All too often in life the choice isn’t between the good thing and bad thing, but between two conflicting interests. For instance, an organisation could be investing in building a new airport. It might employ a lot of people and boost the local economy – but if it takes away land from the area’s businesses and farms the airport might actually be bad for the local economy.

The point is that sometimes things aren’t black and white, and if you’re in enterprise IT there aren’t many people who know this better than you. On the one hand, you need to give your users access to corporate data from wherever they happen to be. You need to let them use their own devices. You need to make sign-in procedures fast and intuitive, so they can get straight down to business. In short, you need to give your users what they need to help your business thrive.

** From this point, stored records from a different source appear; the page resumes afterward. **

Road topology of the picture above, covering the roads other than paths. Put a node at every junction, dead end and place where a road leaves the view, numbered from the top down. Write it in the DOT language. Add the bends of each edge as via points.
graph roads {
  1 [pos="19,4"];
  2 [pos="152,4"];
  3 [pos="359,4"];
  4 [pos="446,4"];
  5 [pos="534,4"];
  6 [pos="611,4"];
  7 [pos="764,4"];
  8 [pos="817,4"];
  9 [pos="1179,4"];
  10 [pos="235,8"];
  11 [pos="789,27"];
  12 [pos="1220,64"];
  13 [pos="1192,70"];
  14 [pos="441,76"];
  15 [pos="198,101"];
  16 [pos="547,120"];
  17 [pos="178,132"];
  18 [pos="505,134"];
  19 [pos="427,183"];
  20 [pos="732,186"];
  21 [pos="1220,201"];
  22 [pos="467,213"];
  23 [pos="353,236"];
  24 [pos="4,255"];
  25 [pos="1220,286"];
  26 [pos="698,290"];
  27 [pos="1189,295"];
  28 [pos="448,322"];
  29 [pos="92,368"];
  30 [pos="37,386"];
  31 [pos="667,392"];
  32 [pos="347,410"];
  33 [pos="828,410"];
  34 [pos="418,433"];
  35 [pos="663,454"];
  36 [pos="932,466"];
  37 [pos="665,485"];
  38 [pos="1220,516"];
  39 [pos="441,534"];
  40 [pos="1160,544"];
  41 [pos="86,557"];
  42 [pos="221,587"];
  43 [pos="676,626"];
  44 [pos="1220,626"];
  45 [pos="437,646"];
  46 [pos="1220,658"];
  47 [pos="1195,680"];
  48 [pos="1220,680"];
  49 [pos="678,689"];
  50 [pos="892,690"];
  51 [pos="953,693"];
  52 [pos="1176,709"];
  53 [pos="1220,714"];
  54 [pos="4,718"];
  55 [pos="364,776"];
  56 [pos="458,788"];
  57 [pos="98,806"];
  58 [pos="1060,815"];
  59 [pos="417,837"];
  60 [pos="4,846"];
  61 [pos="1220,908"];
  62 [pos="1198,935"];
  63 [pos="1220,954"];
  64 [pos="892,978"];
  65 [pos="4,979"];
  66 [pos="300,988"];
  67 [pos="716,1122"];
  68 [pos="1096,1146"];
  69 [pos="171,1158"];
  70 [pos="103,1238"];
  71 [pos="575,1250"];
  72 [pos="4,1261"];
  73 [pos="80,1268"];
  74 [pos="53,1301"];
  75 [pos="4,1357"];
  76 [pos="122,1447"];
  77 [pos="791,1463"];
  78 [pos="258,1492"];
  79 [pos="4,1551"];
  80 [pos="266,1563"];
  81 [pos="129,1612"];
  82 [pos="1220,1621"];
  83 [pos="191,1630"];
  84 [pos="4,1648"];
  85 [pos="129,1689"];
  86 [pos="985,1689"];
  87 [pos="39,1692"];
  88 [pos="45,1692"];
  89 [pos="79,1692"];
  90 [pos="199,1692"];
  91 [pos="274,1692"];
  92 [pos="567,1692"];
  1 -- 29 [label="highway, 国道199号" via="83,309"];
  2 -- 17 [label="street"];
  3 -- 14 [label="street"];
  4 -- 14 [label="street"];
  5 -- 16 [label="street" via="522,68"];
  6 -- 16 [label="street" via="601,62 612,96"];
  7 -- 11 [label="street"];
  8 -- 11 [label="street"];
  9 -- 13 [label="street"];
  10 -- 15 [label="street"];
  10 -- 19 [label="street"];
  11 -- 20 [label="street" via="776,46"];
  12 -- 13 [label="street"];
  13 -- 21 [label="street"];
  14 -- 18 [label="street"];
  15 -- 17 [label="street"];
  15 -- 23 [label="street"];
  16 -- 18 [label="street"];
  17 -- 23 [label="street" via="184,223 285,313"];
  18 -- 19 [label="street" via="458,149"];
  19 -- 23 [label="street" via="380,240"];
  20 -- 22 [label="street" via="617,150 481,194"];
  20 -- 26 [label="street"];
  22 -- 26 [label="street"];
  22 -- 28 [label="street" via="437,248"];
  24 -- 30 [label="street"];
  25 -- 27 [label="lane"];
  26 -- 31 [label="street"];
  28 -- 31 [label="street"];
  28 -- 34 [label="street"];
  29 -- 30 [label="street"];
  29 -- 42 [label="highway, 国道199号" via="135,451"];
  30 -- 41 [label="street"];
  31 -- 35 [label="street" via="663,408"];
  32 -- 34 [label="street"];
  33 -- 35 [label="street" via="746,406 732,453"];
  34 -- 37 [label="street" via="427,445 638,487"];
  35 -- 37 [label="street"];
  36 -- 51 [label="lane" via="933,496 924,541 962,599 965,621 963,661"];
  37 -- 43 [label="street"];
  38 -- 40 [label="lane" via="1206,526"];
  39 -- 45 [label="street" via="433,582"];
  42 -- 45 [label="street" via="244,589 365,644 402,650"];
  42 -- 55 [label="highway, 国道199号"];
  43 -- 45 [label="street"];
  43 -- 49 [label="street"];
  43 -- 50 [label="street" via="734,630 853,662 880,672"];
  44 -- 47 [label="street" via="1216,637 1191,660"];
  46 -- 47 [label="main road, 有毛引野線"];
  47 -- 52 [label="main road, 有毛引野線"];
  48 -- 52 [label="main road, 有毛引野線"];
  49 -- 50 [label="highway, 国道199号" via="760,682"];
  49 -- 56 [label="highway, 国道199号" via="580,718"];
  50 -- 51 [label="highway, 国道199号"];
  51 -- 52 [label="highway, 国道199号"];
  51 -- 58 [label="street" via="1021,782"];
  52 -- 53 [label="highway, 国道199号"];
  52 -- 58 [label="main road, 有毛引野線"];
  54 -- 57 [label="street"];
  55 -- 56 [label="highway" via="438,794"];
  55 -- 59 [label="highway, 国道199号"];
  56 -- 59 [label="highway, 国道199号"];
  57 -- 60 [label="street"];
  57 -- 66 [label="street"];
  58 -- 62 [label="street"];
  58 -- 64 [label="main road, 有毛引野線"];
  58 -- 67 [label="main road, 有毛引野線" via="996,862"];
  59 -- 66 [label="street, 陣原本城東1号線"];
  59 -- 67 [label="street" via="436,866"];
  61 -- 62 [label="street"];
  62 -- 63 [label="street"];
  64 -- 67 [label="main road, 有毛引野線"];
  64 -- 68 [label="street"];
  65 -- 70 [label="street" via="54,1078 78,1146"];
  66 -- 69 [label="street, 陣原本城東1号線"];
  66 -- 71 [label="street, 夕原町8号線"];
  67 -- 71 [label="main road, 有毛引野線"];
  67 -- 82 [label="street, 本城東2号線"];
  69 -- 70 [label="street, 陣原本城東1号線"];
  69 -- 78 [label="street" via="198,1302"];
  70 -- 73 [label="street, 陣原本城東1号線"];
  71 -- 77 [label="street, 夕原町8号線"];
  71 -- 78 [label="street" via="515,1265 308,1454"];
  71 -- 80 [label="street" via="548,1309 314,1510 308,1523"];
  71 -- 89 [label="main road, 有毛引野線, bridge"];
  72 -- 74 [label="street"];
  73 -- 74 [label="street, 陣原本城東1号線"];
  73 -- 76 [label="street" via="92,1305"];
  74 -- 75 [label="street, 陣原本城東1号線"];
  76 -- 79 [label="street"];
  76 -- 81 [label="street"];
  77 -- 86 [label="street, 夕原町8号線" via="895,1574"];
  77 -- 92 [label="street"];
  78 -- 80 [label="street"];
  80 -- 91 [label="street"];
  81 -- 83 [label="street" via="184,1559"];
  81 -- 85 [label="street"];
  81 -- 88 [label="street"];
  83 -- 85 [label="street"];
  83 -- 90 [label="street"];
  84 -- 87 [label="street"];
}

But on the other hand you have a duty to protect your organisation and its data. You also have a duty to protect your users and their own devices and information. If you impose tight security, you’ll safeguard everyone – but you’ll also be restricting them in a way they’ll find unacceptable. You can’t win.

Win-win with Windows 10

Actually, you can. Windows 10 has been designed to look both ways – to empower people of action to do great things while at the same time paying full attention to the security needs of the enterprise. Here’s how:

  • Microsoft Passport – this two-factor authentication solution is an alternative to a password. A user device is one factor and the other is biometric or a PIN. It’s robust, but also and importantly it isn’t a hassle
  • Windows Hello – this is the biometric option in Microsoft Passport and can also be used to unlock devices and other credentials. It can check users’ faces, irises or fingerprints
  • Enterprise credential protection – Derived credentials are drawn from elsewhere and held typically in a mobile device for single sign-in (SSO). Windows 10 uses hardware-based methods to isolate and help protect derived credentials from malware and attackers
  • Enterprise data protection – Windows 10 can automatically identify corporate apps and data and protect them with file-level encryption while at the same time preventing corporate content from leaking unprotected to unauthorized locations. You’re always in control: you define the policies, and you can remotely wipe corporate data on demand while leaving personal data untouched. What’s also great is that it works behind the scenes so it doesn’t interrupt busy users on mobiles or desktops
  • Device Guard – Windows 10 uses hardware-based virtualisation to isolate and protect Device Guard features such as the Hyper-V Code Integrity Service from malware and attacks. It also enables you to rank software vendors and apps in terms of their perceived trustworthiness so you can lock down devices, granting access only to apps from trusted sources

In fact, Windows 10 has many more advantages. For a quick summary of everything it can do for you, watch this short animation.

What’s great about the security features is that they put you in control. You get to impose security levels you know will be right for your enterprise, but you’re keeping it all in the background. Everyone’s playing by your rules but not to a level where they’re inconvenienced by them – and what’s more, it’s all in their own interests as much as anyone else’s.

It’s the ultimate modern car seat belt: it gives you freedom of movement at all times except for those dangerous occasions when everyone’s grateful they’ve been kept safe.

Conflicting interests? Not anymore. Thank you, Windows 10. Win-win.